Теперь то же самое, но, к счастью, ненадолго, случилось и с Чеховым. Но в отличие от Гоголя и Толстого, Чехов, известный своей скрытностью, не показывал никому своих чувств и отошел от беллетристики тихо, без деклараций и проповедей. Он отважился на самоотверженный подвиг, решил поехать на Сахалин, чтобы узнать о жизни там ссыльных. Причем характерно, что выбрал он самый трудный путь на остров, добирался туда через Урал и Сибирь на лошадях, пешком и лишь местами на пароходах.
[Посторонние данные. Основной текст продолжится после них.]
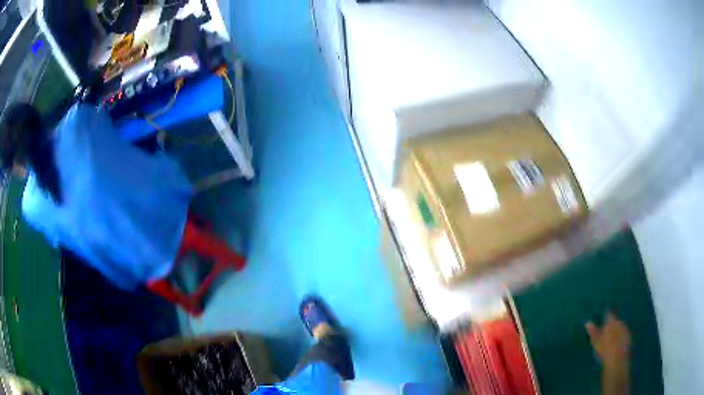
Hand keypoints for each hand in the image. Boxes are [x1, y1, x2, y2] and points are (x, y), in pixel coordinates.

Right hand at [586, 311, 631, 370]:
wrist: (617, 360)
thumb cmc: (605, 350)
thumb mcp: (596, 342)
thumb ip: (593, 332)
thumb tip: (588, 322)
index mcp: (612, 321)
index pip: (609, 314)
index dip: (606, 314)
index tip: (603, 315)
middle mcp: (621, 322)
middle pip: (615, 321)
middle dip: (612, 325)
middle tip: (606, 331)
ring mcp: (626, 330)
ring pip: (620, 328)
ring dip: (616, 331)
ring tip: (611, 339)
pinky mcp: (629, 338)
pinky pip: (624, 335)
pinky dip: (620, 338)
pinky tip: (617, 344)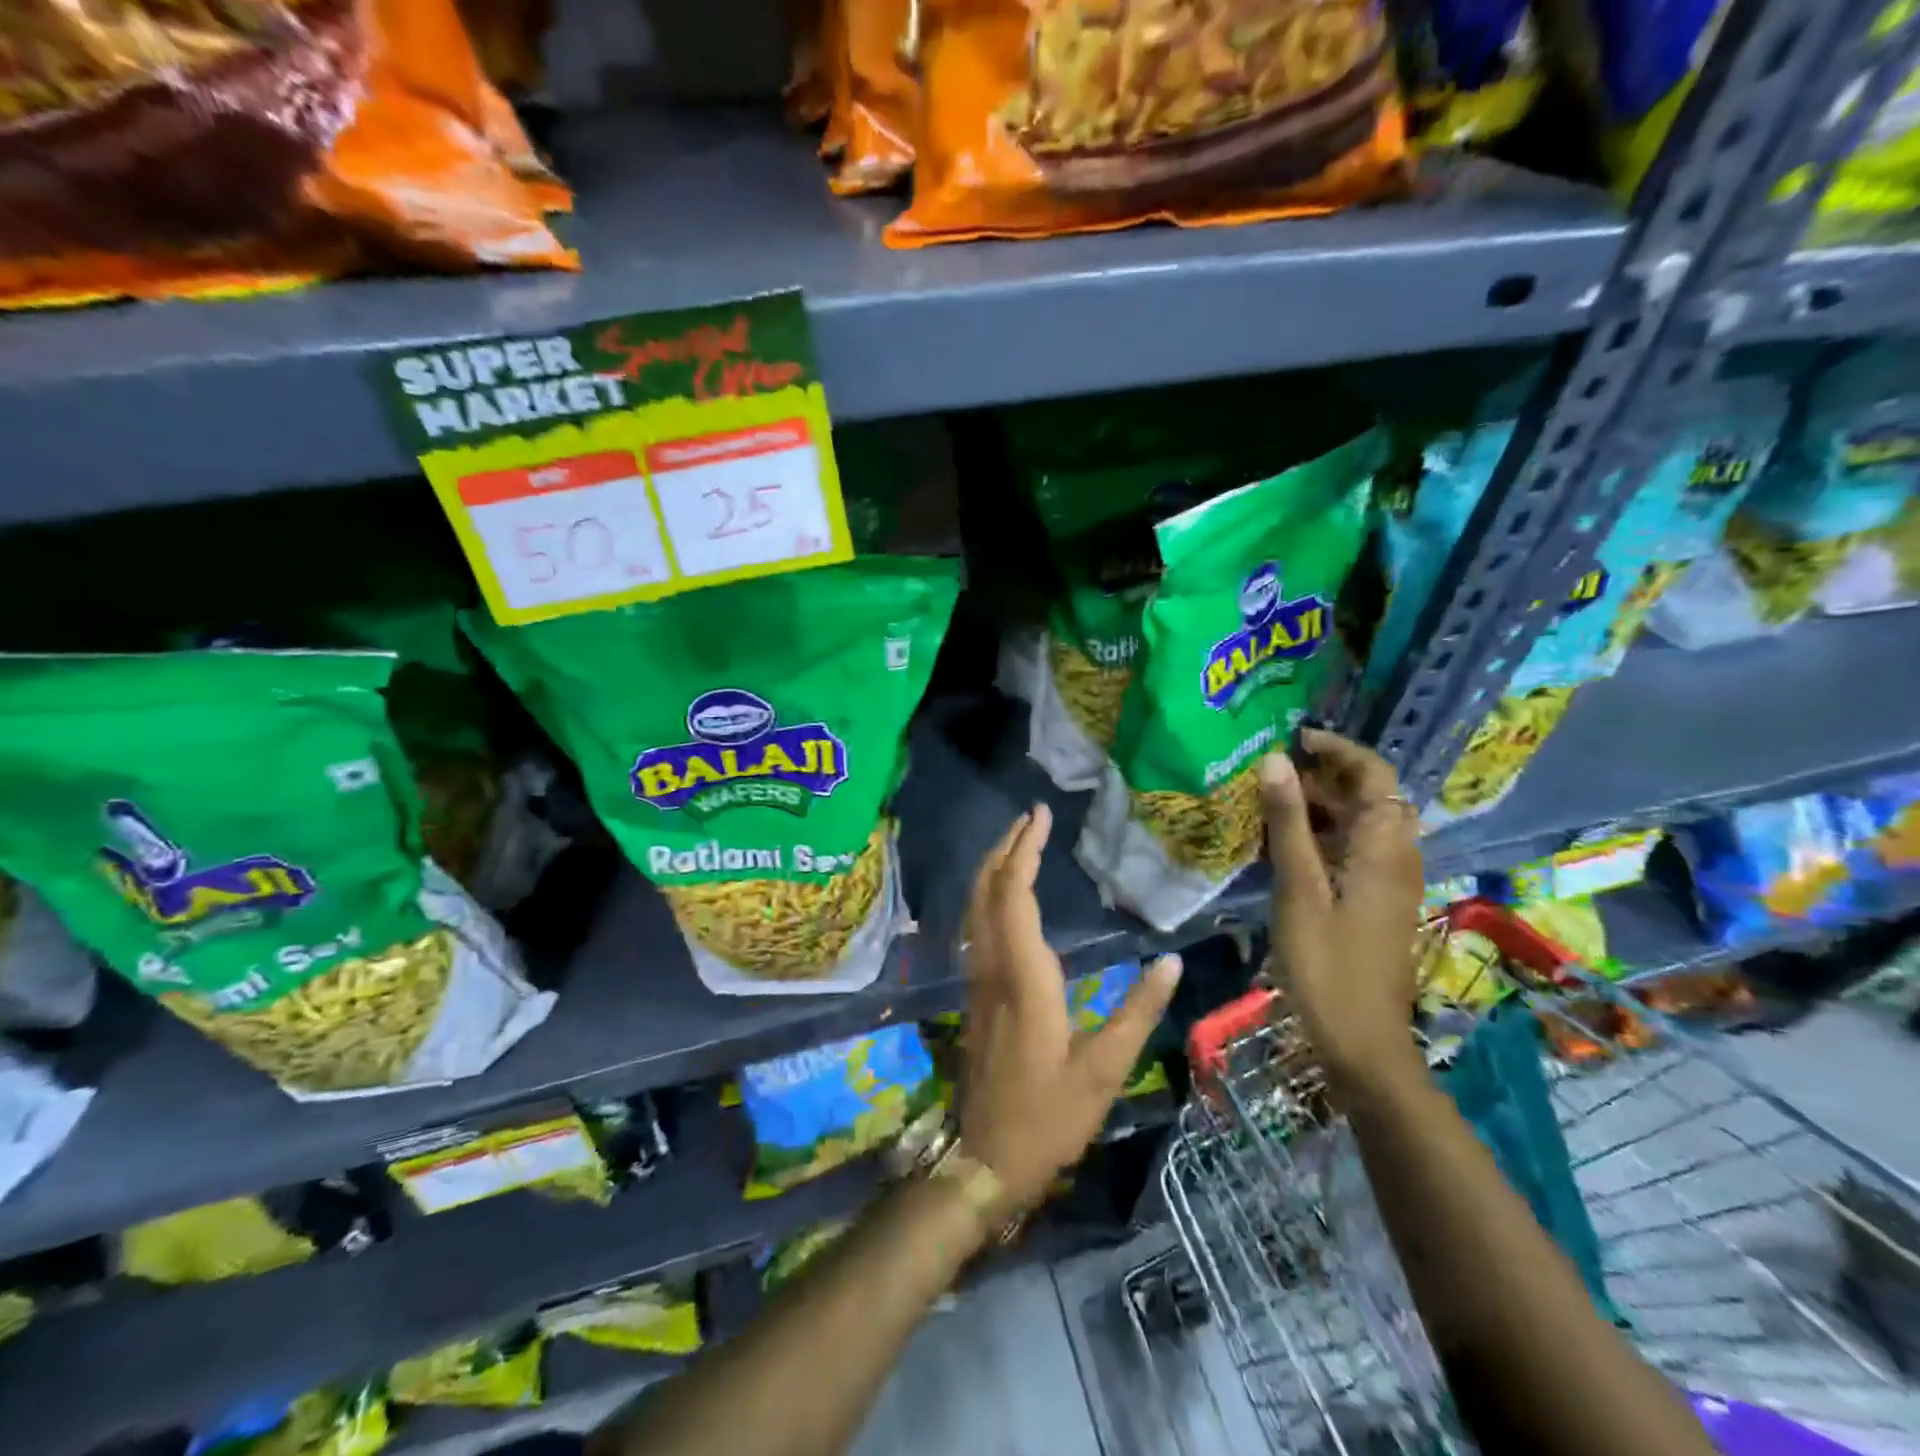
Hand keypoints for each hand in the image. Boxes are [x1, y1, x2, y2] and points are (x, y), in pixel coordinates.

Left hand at [959, 803, 1181, 1213]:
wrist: (986, 1158)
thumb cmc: (1049, 1115)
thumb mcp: (1105, 1069)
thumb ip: (1138, 1011)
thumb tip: (1172, 961)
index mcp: (1023, 977)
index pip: (1013, 895)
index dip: (1024, 851)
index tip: (1040, 816)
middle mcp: (991, 967)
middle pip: (986, 890)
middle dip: (1005, 847)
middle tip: (1031, 817)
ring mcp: (977, 979)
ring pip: (974, 906)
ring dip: (993, 867)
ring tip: (1018, 842)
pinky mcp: (974, 992)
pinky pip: (975, 926)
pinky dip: (988, 894)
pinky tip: (1006, 895)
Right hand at [1258, 730, 1424, 1081]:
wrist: (1362, 1041)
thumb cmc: (1328, 964)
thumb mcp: (1300, 889)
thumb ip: (1290, 823)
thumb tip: (1275, 761)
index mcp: (1385, 848)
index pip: (1374, 775)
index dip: (1339, 749)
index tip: (1294, 738)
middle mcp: (1398, 857)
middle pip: (1371, 796)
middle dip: (1326, 774)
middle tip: (1274, 770)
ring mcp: (1391, 882)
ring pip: (1363, 824)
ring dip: (1323, 804)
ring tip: (1272, 800)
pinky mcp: (1379, 902)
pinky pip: (1356, 849)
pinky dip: (1326, 834)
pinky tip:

А ведь мог бы выбрать более легкий, морской путь, но им он воспользовался лишь на обратной дороге. Он хотел повторить путь настоящего каторжанина.
Если вспомнить то страстное недовольство собою, которое вообще было свойственно писателю, то его поступок станет вполне объяснимым. Именно потому, что это дело было так трудно, утомительно, опасно, именно потому, что оно уводило его прочь от благодушной карьеры преуспевающего и модного автора, он и взвалил на себя это крест.
Уже к концу 1880 годов стал Чехов чувствовать, что в его жизни образовался некий вакуум, который необходимо заполнить кипучими событиями. «Надо подсыпать под себя пороху», – он писал Суворину весной 1889 года. А меньше чем через год дал разъяснение своим планам путешествия на Сахалин: «Поездка – это непрерывный полугодовой труд, физический и умственный, а для меня это необходимо, так как я хохол и стал уже лениться. Надо себя дрессировать… Пусть поездка не даст мне ровно ничего, но неужели все-таки за всю поездку не случится таких 2–3 дней, о которых я всю жизнь буду вспоминать с восторгом или с горечью?» Конечно, «лениться» – это было не про Чехова, он был вечный труженик, а вот «дрессировать себя» – это точно в его духе, он всегда был склонен подхлестывать себя, наяривать, побуждать к действию.
Чехов – первый писатель, который совершил самоотверженную поездку на остров Сахалин, где жили ссыльные каторжники. Он отправился туда, куда обычно людей гнали под конвоем. Это была тяжелейшая поездка в 10 тысяч километров, которая длилась 81 день, причем 4 тысячи километров совершались на лошадях, а не на поезде. Невероятно трудная даже для здорового человека и, естественно, непереносимая – для больного чахоткой. Но ведь Чехов в своей болезни признаваться не хотел ни себе, ни другим.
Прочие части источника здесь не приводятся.